KOCHI: During mornings and evenings, when Kochiites go for a break, Sudha Kathrikadavu sells them tea and snacks. At noon, when sun shines brightest, she keeps watermelon juice and buttermilk out for the thirsty passerby, helping them beat the heat. The offerings at Sudha’s tea stall shift, much like the moods in her poetry. The owner of a makeshift tea shop on Thammanam-Pullepady Road will surprise you with her unmatched diction if you just find the time to stand and listen. She is the author of ‘Pranamam’, an anthology of 24 poems she penned between the age of 12 and 67.
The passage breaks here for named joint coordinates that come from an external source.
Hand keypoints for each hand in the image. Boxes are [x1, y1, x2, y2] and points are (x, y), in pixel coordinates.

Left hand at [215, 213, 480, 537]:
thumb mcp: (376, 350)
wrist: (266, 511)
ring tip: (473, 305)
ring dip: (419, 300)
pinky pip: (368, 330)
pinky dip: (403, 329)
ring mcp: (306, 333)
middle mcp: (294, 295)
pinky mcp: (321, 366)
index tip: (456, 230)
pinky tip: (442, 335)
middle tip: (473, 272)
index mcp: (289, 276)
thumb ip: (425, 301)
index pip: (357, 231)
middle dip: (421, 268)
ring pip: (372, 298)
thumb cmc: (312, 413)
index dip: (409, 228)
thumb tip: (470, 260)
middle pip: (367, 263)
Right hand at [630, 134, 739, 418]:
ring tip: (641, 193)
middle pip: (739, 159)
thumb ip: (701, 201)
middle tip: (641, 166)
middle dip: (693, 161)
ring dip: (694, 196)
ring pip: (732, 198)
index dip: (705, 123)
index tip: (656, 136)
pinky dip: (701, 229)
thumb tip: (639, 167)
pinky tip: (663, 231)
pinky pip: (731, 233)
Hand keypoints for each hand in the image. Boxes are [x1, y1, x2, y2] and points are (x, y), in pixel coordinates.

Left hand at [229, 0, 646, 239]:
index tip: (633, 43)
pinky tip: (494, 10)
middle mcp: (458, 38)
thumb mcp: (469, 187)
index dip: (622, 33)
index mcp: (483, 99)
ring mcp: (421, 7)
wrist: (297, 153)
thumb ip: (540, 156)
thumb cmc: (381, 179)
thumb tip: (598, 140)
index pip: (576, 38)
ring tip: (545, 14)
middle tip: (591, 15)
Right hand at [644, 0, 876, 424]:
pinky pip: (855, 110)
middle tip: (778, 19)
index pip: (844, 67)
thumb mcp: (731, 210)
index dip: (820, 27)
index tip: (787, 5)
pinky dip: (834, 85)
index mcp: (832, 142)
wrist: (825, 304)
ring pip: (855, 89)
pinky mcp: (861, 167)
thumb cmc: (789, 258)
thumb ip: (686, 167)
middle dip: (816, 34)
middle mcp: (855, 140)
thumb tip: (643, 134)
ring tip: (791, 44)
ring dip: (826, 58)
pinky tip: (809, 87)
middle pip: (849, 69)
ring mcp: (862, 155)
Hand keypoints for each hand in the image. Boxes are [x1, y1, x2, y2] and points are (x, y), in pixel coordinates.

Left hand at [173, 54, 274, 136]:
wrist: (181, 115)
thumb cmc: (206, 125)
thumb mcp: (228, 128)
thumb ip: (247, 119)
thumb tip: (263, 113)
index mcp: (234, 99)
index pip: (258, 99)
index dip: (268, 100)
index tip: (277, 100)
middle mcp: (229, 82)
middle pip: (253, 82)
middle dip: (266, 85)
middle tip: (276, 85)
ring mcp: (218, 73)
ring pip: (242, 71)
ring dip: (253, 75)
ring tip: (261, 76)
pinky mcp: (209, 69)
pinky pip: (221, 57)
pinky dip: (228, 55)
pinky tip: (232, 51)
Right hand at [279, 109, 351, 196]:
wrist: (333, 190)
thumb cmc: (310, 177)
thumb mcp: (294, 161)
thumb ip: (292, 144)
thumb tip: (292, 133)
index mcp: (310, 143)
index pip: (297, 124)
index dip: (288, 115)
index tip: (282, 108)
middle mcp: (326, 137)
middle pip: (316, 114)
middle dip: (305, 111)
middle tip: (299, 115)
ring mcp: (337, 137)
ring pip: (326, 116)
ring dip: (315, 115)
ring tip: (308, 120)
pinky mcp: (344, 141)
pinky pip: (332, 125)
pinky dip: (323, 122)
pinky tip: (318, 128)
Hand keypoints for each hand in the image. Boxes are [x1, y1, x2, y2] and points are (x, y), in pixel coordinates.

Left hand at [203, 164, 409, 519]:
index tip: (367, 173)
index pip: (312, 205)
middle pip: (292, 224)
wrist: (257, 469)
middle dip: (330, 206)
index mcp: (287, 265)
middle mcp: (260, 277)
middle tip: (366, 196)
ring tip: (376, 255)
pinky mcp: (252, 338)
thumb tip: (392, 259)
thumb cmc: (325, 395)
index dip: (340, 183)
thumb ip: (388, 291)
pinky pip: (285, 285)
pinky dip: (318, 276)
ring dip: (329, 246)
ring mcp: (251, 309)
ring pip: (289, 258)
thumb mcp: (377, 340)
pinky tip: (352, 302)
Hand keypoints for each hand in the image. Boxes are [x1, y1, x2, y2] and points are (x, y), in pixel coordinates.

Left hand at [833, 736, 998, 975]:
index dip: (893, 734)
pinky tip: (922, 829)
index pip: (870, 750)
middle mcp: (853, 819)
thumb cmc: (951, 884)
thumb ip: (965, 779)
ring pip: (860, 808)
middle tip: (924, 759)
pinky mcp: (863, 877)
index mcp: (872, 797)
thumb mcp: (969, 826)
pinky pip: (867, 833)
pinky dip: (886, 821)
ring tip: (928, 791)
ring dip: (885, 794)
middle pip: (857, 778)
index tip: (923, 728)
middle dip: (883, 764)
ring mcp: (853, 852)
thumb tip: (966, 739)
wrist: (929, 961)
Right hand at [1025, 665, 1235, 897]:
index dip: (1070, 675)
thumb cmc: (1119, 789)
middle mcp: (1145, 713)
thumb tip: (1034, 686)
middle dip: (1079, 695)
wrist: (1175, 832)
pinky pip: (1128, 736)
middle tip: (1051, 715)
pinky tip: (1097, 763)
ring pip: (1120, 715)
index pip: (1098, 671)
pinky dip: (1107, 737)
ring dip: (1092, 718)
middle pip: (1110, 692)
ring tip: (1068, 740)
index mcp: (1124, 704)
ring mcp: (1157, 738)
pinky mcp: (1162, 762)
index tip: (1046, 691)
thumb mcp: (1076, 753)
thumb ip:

The subjects of her poems range from nostalgia and homesickness to the feelings of a mother or child. But grief is a common denominator in all of them. Though she could not even complete primary school, Sudha recites every line she wrote even decades ago from memory. Out of them, her favourite is one about Jesus Christ, her lord and saviour. It is titled ‘Pranamam, as a dedication to him. She chose the same title for her anthology as well.
“Hailing from a farming family, my siblings and I had to work hard before and after school. One day after school, I forgot to attend to the plantains in our field and went home. Unfortunately, some cows destroyed the crop and when my father found out about it, I felt guilty. He was angry that I lied in the beginning and asked me not to go to school anymore. But he didn’t mean to stop my studies. However, I was sad about my father scolding me, as I was his favourite child. That is how I stopped going to school from Class V,” she said.
Though she quit school, she continued writing and turned every sad moment into a poem. The loss of her mother and her inability to see her before the cremation is still a big heartache for Sudha. When she recieved news of her mother’s death, Sudha rushed to the railway station, since travelling by train to Kozhikode and then taking a bus to Wayanad was a more feasible option to reach home. However, the train was delayed for more than four hours and she could not see her mother in time. She laments the lack of affordable transport systems despite all the development we claim to be having. The grief from this incident is also part of the anthology — a poem titled Amma.
The death of Rajiv Gandhi and her fascination for actor Mohanlal — all find a place in her poetry. Someone gave her a cutout of the actor once and she keeps it as a prized possession in her teashop. Standing beside it, she merrily recites a poem she wrote about him.